Yale alumna Dr. Nancy Brown named dean of Yale School of Medicine
Dr. Nancy J. Brown, a dedicated teacher and internationally renowned investigator and clinician, has been named the next dean of Yale School of Medicine (YSM), President Peter Salovey has announced.
A Yale College graduate, Brown is currently the Hugh Jackson Morgan Professor and chair of the Department of Medicine at Vanderbilt University. She will take up her Yale post on Feb. 1, pending the approval of the board of trustees.
“Professor Brown understands how to foster excellence in education, conduct breakthrough research, and provide exemplary clinical care to patients,” said Salovey in an email on Sept. 12 announcing the appointment. “Her career and accomplishments are founded on a steadfast commitment to supporting her colleagues and students. At Vanderbilt, she has created an environment where all can learn, contribute, and succeed.”
“I am grateful to the search advisory committee and President Salovey for this opportunity,” said Brown. “Dean Alpern has already been very generous in ensuring a smooth transition. I very much look forward to meeting with and learning from the members of the YSM and broader Yale and New Haven communities as we chart our course.”
Brown majored in molecular biophysics and biochemistry at Yale and earned her medical degree at Harvard University. After completing internship and residency programs at Vanderbilt University, she joined its faculty and has played vital roles in clinical care and research.
While taking on increased leadership responsibilities and mentoring scores of Vanderbilt students, residents, and fellows, Brown has led a dynamic research program in cardiovascular pharmacology, which has been continuously funded by the National Institutes of Health since 1993. Among her research contributions, she has defined the molecular mechanisms through which commonly prescribed blood pressure and diabetes drugs affect the risk of cardiovascular and kidney disease.

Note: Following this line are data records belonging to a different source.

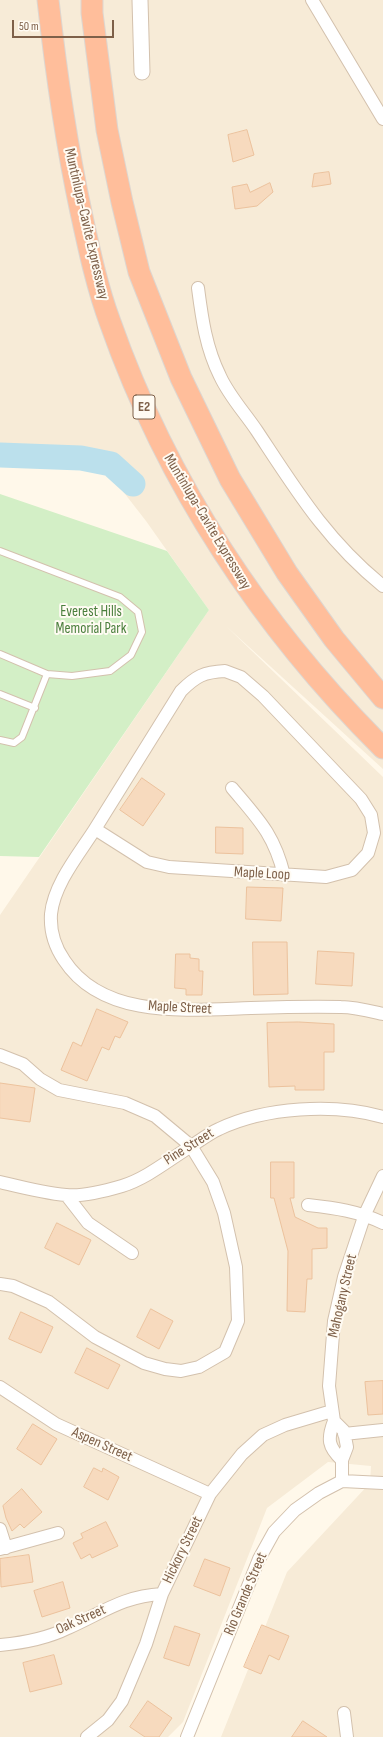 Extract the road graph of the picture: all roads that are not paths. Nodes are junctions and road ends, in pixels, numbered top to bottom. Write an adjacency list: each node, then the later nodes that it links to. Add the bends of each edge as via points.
1 (48, 0): 16 (highway, Muntinlupa-Cavite Expressway / E2, via 58,88 90,254 110,321 140,400 180,480 251,595 300,658)
2 (92, 0): 13 (highway, via 107,130 122,202 139,272 181,378 230,479 288,573 334,639)
3 (140, 0): 5 (street)
4 (312, 0): 6 (street)
5 (142, 72)
6 (383, 119)
7 (198, 288): 9 (street, via 206,342 220,376 234,400 332,539)
8 (0, 551): 11 (lane, via 120,597 138,612 142,632 131,655 110,671 72,676)
9 (383, 586)
10 (0, 654): 11 (lane)
11 (47, 674): 14 (lane)
12 (0, 694): 14 (lane)
13 (383, 698)
14 (35, 708): 15 (lane, via 18,741 9,743)
15 (0, 740)
16 (383, 748)
17 (232, 788): 19 (street, via 271,836)
18 (95, 829): 19 (street, Maple Loop, via 133,855 154,864 195,870); 19 (street, Maple Loop, via 181,691 194,678 209,672 225,671 241,677 263,696 361,798 371,815 374,833 368,853 352,870 326,877); 20 (street, Maple Street, via 64,880 51,915 58,951 70,969 88,985 114,998 140,1006 164,1009 344,1006)
19 (284, 875)
20 (383, 1014)
21 (0, 1055): 23 (street, via 23,1064 40,1079 59,1090 125,1103 155,1116)
22 (383, 1117): 23 (street, Pine Street, via 338,1110 271,1113 219,1129)
23 (191, 1146): 26 (street, Pine Street, via 124,1185); 31 (street, via 215,1188 224,1213 236,1267 238,1322 225,1352 199,1367 180,1371 144,1363 95,1337 49,1302 13,1286)
24 (383, 1176): 28 (street, Mahogany Street)
25 (0, 1182): 26 (street, Pine Street)
26 (67, 1196): 30 (street, via 88,1223)
27 (308, 1205): 28 (street)
28 (365, 1214): 29 (street); 33 (street, Mahogany Street, via 344,1277 334,1321 329,1378)
29 (383, 1223)
30 (132, 1254)
31 (0, 1284)
32 (0, 1387): 39 (street, Aspen Street, via 56,1424)
33 (333, 1416): 35 (street); 36 (street, Mahogany Street, via 329,1434 332,1451); 39 (street, Hickory Street, via 285,1425 263,1435 242,1454)
34 (383, 1430): 35 (street)
35 (344, 1434): 36 (street, via 347,1447)
36 (342, 1460): 37 (street)
37 (342, 1481): 38 (street); 48 (street, Rio Grande Street, via 318,1493 295,1510 274,1532 259,1559)
38 (383, 1483)
39 (210, 1494): 43 (street, Hickory Street)
40 (0, 1528): 42 (street)
41 (58, 1533): 42 (street)
42 (3, 1548)
43 (162, 1594): 44 (street, Oak Street, via 132,1598 66,1629 42,1637); 47 (street, Hickory Street, via 146,1644 122,1700 108,1720)
44 (0, 1644)
45 (344, 1713): 49 (street)
46 (80, 1737): 47 (street)
47 (87, 1737)
48 (187, 1737)
49 (347, 1737)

She has continued to care for patients, especially those with resistant and secondary forms of hypertension, and to mentor the next generation of physicians in the clinic.
Since becoming leader of Vanderbilt’s Department of Medicine in 2010, Brown has worked to help faculty, students, and trainees thrive. She expanded mentorship resources for trainees and faculty members who concentrate on research and established a career development program for faculty members who focus on clinical work. During her tenure, there was an increase in the number of women and members of underrepresented groups in medicine, both on the faculty and in leadership positions.

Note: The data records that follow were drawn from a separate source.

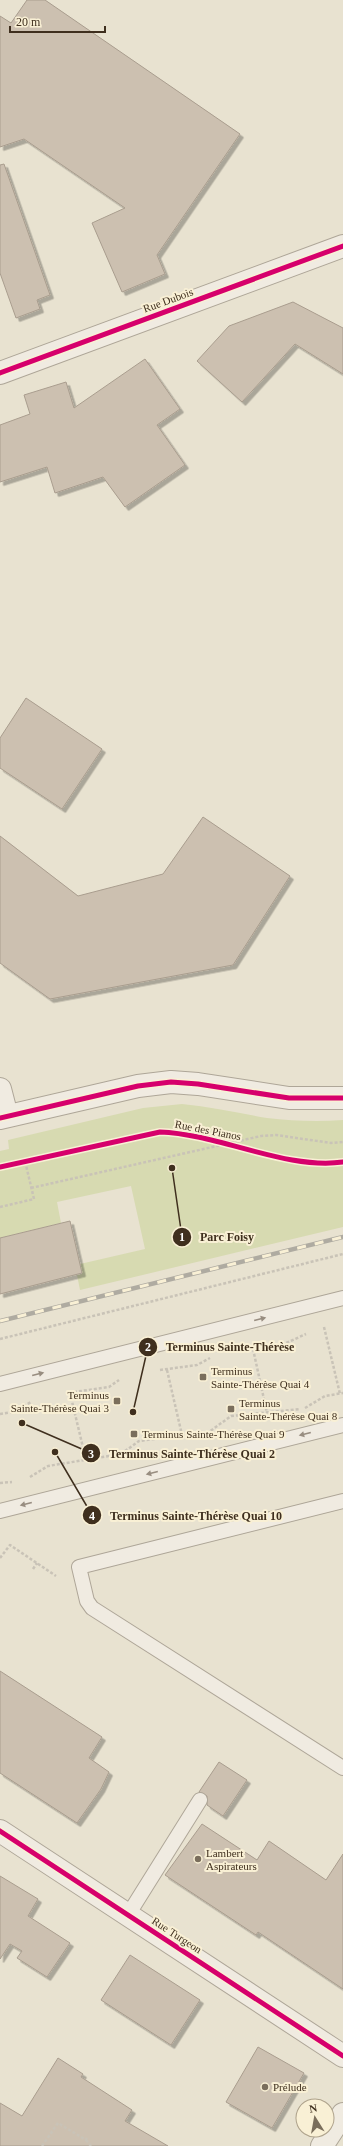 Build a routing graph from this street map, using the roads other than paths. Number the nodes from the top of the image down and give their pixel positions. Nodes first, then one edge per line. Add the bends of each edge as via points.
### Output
1 (343, 246) edge
2 (0, 372) edge
3 (0, 1089) edge
4 (343, 1098) edge
5 (3, 1117) edge
6 (343, 1298) edge
7 (0, 1384) edge
8 (343, 1425) edge
9 (343, 1501) edge
10 (0, 1510) edge
11 (343, 1768) edge
12 (200, 1800) dead end
13 (0, 1830) edge
14 (128, 1915) junction
15 (343, 2056) edge
16 (343, 2114) edge
17 (322, 2146) edge

1 - 2 street, Rue Dubois
3 - 5 street
4 - 5 street via 289,1098 171,1082 138,1086
7 -> 6 lane
8 -> 10 lane
9 - 11 lane via 79,1567 87,1601 92,1608
12 - 14 lane
13 - 14 street, Rue Turgeon
14 - 15 street, Rue Turgeon
16 - 17 street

Thanks to the work of the section leaders and faculty members that Brown recruited, overall research funding in the department increased by 56%, and grant funding from the National Institutes of Health went up by 47%. The impact of the department’s research grew, as measured by citations, and faculty members received increased recognition by organizations such as the American Society for Clinical Investigation, the Association of American Physicians, the American Association for the Advancement of Science, and the National Academy of Medicine. The clinical enterprise also surged, with outpatient visits growing 59% and admissions 25%.
Throughout her career, Brown has focused on medical education and mentoring career development. She founded and directed the Vanderbilt Master of Science in Clinical Investigation program nearly 20 years ago to promote the advancement of patient-oriented researchers. She also developed the Elliot Newman Society to shorten time-to-independence for physician-scientists. She is an elected member of the Vanderbilt Academy for Excellence in Teaching and has received many mentorship awards.
Brown serves on a number of editorial boards and national and international scientific advisory committees, providing guidance on the development of research programs and educational initiatives. She has received numerous awards for her achievements, including election to the American Society for Clinical Investigation, the Association of American Physicians, and the National Academy of Medicine.
Salovey thanked the members of the search advisory committee, chaired by Graduate School Dean Lynn Cooley, for their extensive engagement with medical school faculty, students, staff, and alumni, as well as members of the broader university community. “In fourteen listening sessions and numerous informal meetings, they carefully collected feedback, suggestions, and viewpoints about the current state and future of the school,” said Salovey. “To all those who took the time to write or speak with me and the committee, thank you for your invaluable contributions to the search process.”
The president also expressed “heartfelt appreciation” to Robert Alpern, dean of the School of Medicine since 2004, “for positioning YSM as one of the world’s preeminent medical schools.” He added: “Professor Brown values all that Dean Alpern has done to realize YSM’s mission and will build on his work to advance the scientific, clinical, and educational excellence of the school.”